Of course, this is not simply meant to enhance their understanding of the M&A process and ensure they can perform important day-to-day tasks (although that is obviously very important!)
It is also critical that your older, experienced heads set a good example in their behavior, temperament and attitude towards clients. This ensures that positive lessons are picked up quickly by the next generation and helps to eradicate bad habits.
It works both ways, too – like Ryan shared earlier, every day is an opportunity to learn, and you should encourage new faces to put forward suggestions that could change your company for the better.
#3) Set Regular Milestones
Ryan is a big fan of the work of John W. Slocum on the subject of business leadership, which was a subject of a previous blog post. This is one of the techniques the team at Generational Equity has taken close to heart – setting milestones and keeping the team in the loop.

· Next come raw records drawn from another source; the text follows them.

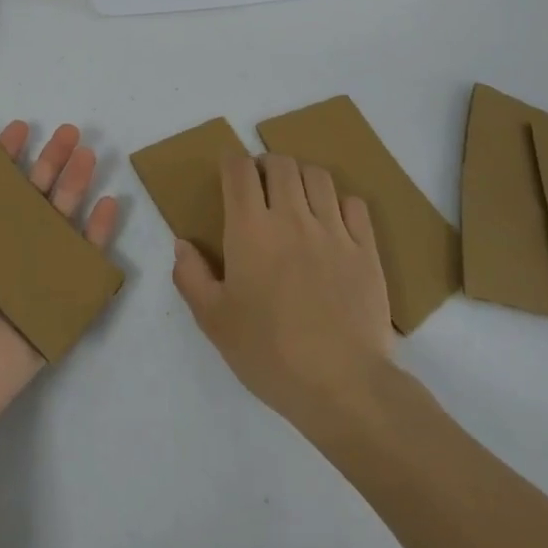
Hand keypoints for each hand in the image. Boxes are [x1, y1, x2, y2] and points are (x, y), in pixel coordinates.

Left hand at [0, 122, 120, 424]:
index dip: (6, 155)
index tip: (20, 127)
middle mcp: (1, 247)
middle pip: (33, 194)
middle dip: (51, 161)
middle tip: (69, 132)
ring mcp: (31, 272)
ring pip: (61, 218)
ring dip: (76, 184)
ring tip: (88, 155)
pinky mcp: (55, 298)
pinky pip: (82, 260)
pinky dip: (98, 233)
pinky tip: (108, 204)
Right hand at [172, 153, 393, 428]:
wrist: (343, 386)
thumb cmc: (269, 353)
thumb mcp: (214, 321)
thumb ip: (191, 277)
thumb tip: (182, 244)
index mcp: (250, 229)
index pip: (239, 169)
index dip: (231, 162)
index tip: (228, 174)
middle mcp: (291, 217)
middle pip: (281, 163)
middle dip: (266, 165)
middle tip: (261, 187)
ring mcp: (333, 231)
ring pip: (318, 176)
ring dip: (302, 177)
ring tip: (296, 198)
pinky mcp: (366, 250)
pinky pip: (355, 204)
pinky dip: (340, 202)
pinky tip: (332, 222)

Real leaders, in business and beyond, go beyond defining goals and issuing orders. The leadership team at Generational instead takes time to engage with less experienced employees to understand their strengths, weaknesses and ambitions, and gear their M&A milestones to relate to these.
But you need to do more than set the targets – you have to show your team the results. By sharing important financials, performance indicators and key figures with the emerging leaders in your company, not only do they understand the bigger picture, but they feel involved in the structure of your business, encouraging them to continue their career at your firm rather than look elsewhere for other opportunities.
#4) Get Involved in the Community
The 2016 Cone Communications Employee Engagement Study revealed that 74% of employees consider their job more fulfilling when they are given opportunities to make a positive impact to their local community and other social/environmental issues.
Therefore, encouraging your employees to get involved in the wider community they operate in is an effective way to build motivation, spread positivity, and make them feel more closely connected to their city and the people in it.
That’s why events like the Dallas Jingle Bell Run, which has been sponsored by Generational Group for several years, are so important to Ryan Binkley. First and foremost, they raise money and awareness for deeply important causes, but they also help Generational’s employees contribute to their wider community in a fun and meaningful way.
#5) Establish Core Values and Stick to Them
Finally, as alluded to earlier, establishing and sticking to a set of core values is important in creating a shared culture throughout your business.
Ryan, as President & CEO, has been critical in promoting Generational Equity’s core values throughout the firm, ensuring they influence every aspect of collaboration, both between colleagues and towards Generational’s clients.
Generational Equity’s core values are at the heart of everything the firm does:
- The Golden Rule (Respect and Responsible Stewardship)
By establishing and promoting positive core values such as these, you help all employees feel attached to the company as a whole, guiding their development in the appropriate manner.
Generational Equity: Guiding the Future of M&A?
Hopefully, you have gained some valuable tips that you can apply to your business, as well as a firmer understanding of the work Ryan Binkley and the entire team at Generational Equity is doing to encourage the next generation of M&A professionals.
With the firm’s commitment to mentoring and motivating its younger employees, Ryan firmly believes Generational Equity’s dedicated team will receive more recognition from organizations like The M&A Advisor going forward.